To construct the AC atlas, the data integration analysis for ACs using scVI identified a total of 71 clusters, of which 62 clusters could be matched and merged to 49 individual AC types via previous annotation labels and known marker expression. However, 8 clusters were over-clustered that contained two or more previous AC type labels, and one cluster (C70) was excluded from the AC reference due to non-AC cells (Supplementary Fig. 3cd). To further address the 8 remaining over-clustered clusters (Supplementary Fig. 4a), we utilized a two-level annotation approach. This involved isolating cells from each cluster and refining the clustering. The two-level annotation allowed the separation of the remaining 14 types: AC11, AC16, AC29, AC42, AC47, AC50, AC53, AC54, AC55, AC56, AC60, AC61, AC62, and AC63 (Supplementary Fig. 4ac). This revealed clusters that primarily consisted of RGCs, which have been removed in the integrated AC map (Supplementary Fig. 4c). As a result, 63 AC types were identified and annotated.

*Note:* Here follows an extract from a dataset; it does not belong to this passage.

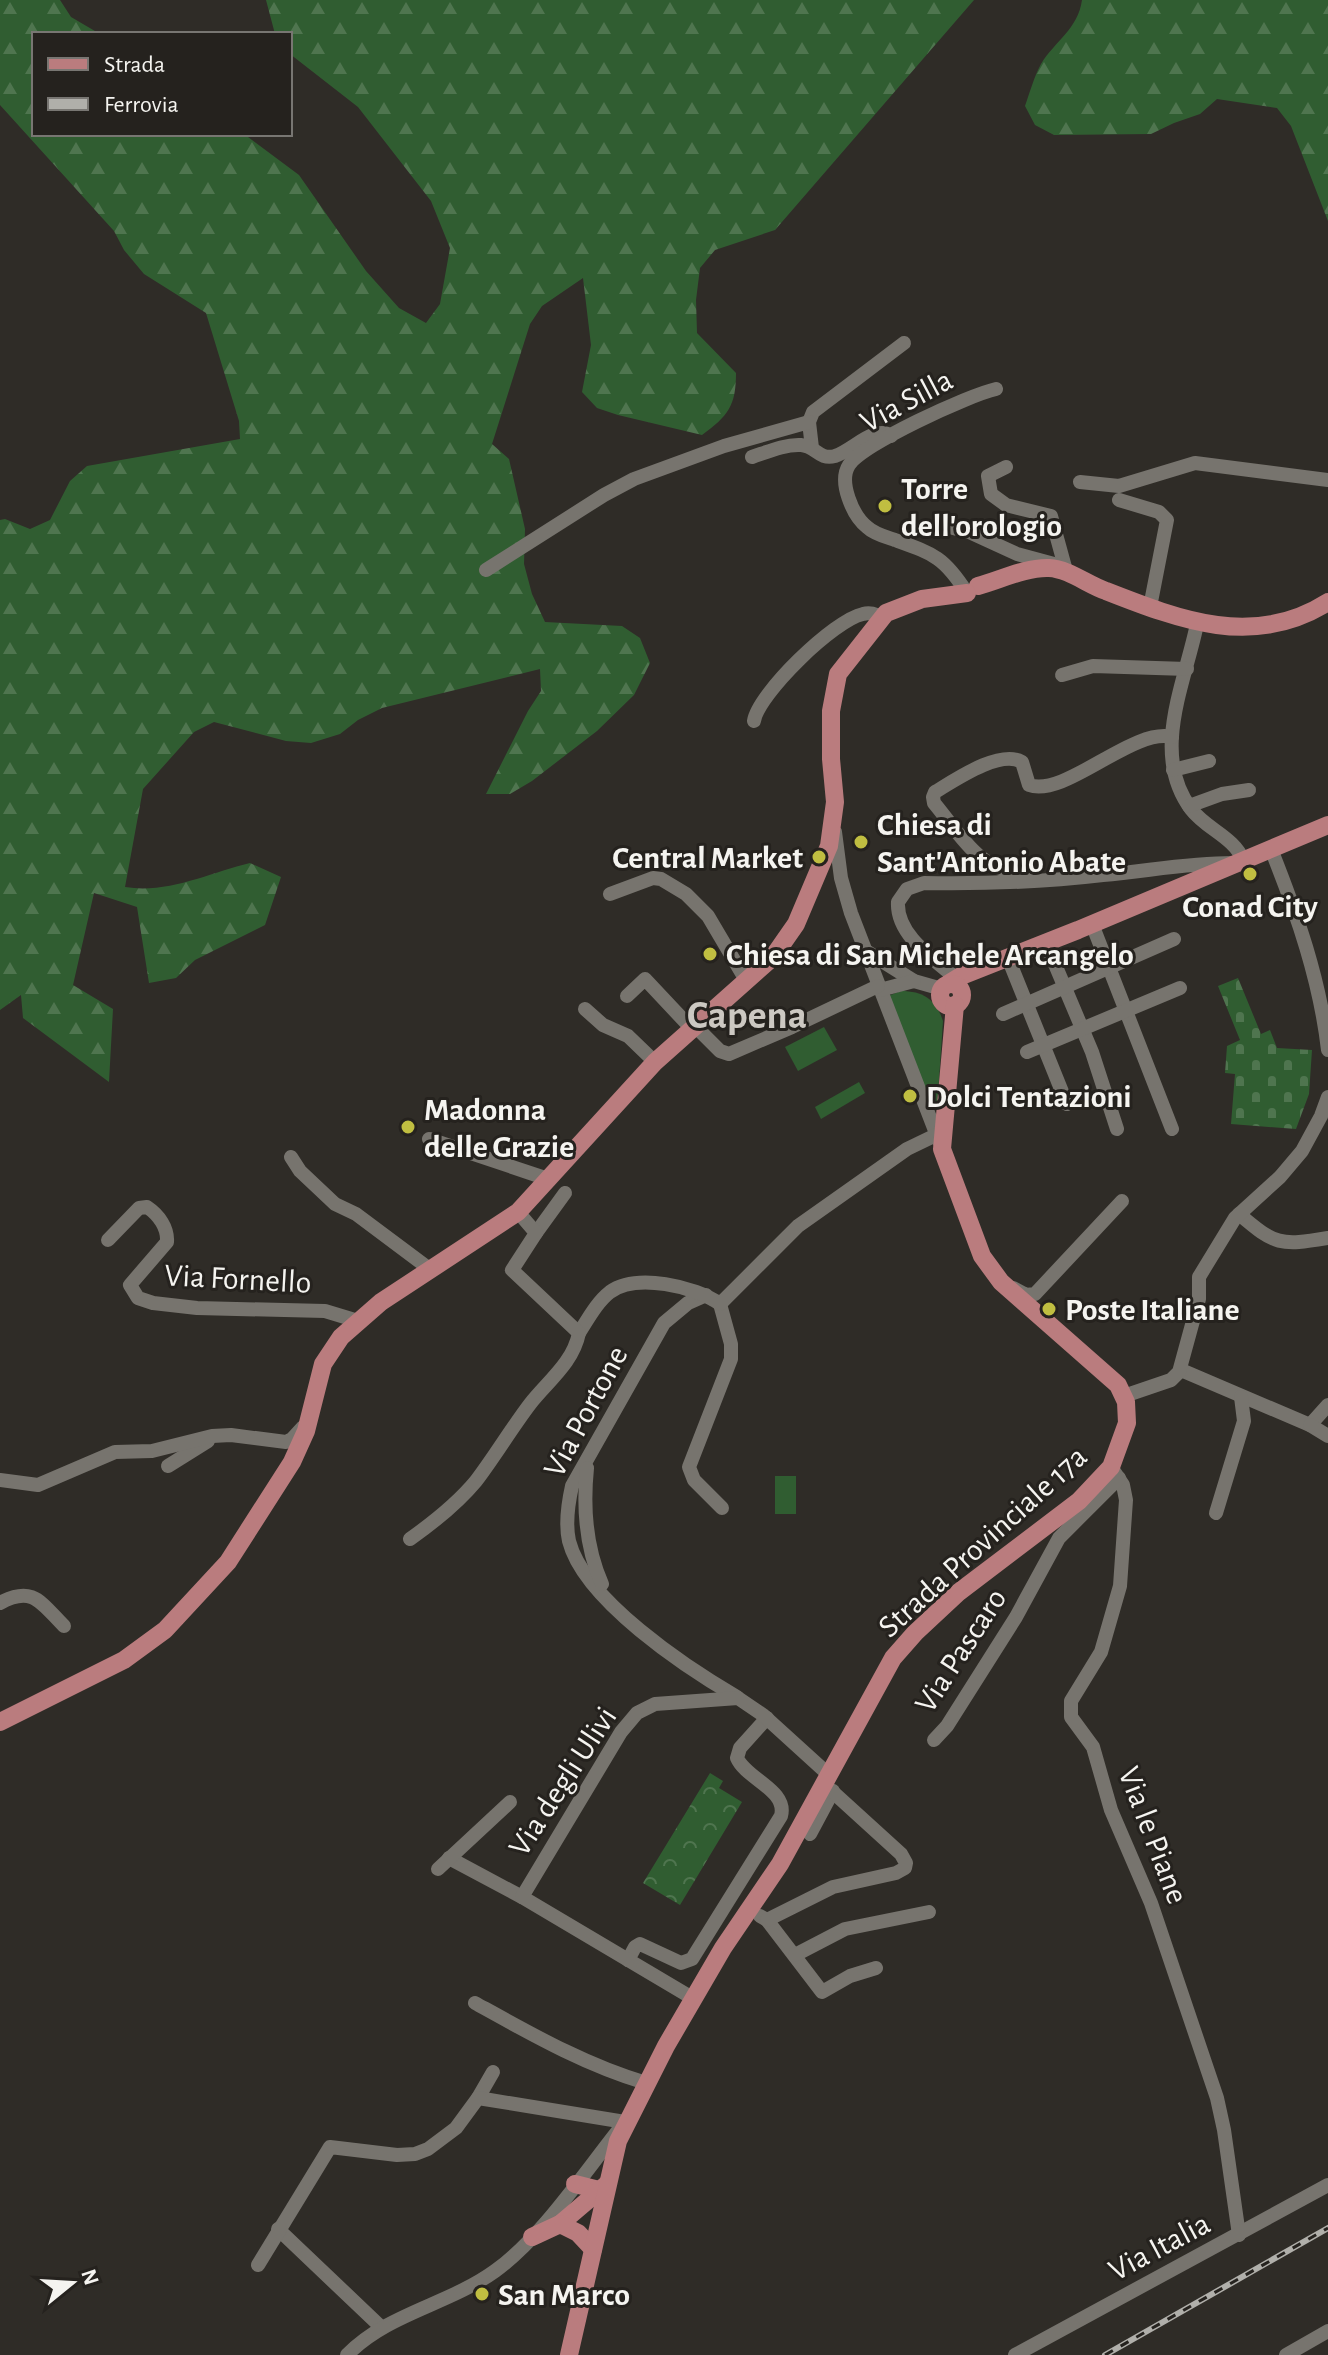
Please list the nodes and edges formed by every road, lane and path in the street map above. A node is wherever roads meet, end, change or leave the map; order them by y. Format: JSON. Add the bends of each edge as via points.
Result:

Three AC types, AC16, AC53, and AC62, were identified as dual types expressing both canonical GABAergic and glycinergic receptors in the study by Yan et al. AC16, however, was shown as a suspected doublet in their study, alongside AC60. Similarly, our UMAP showed loose cluster formation of AC16 and AC60 in proximity to each other, with relatively high UMI counts (Fig. 3a and Supplementary Fig. 4e). In addition, our integrated UMAP showed AC53 cells spread out in the middle of AC6 cells. Although the AC53 cluster was resolved in the second-level annotation, the loose clustering of AC53 cells is quite apparent. The third dual type, AC62, was also under-clustered and merged with AC42 and AC55. While AC62 was resolved in the second-level annotation, AC62 also appears near its neighboring cluster, AC42, in the UMAP. With very few cells being annotated as dual types in CD90.1 and Ma et al. samples, which express high levels of Thy1 (data not shown), further validations of the dual types are required.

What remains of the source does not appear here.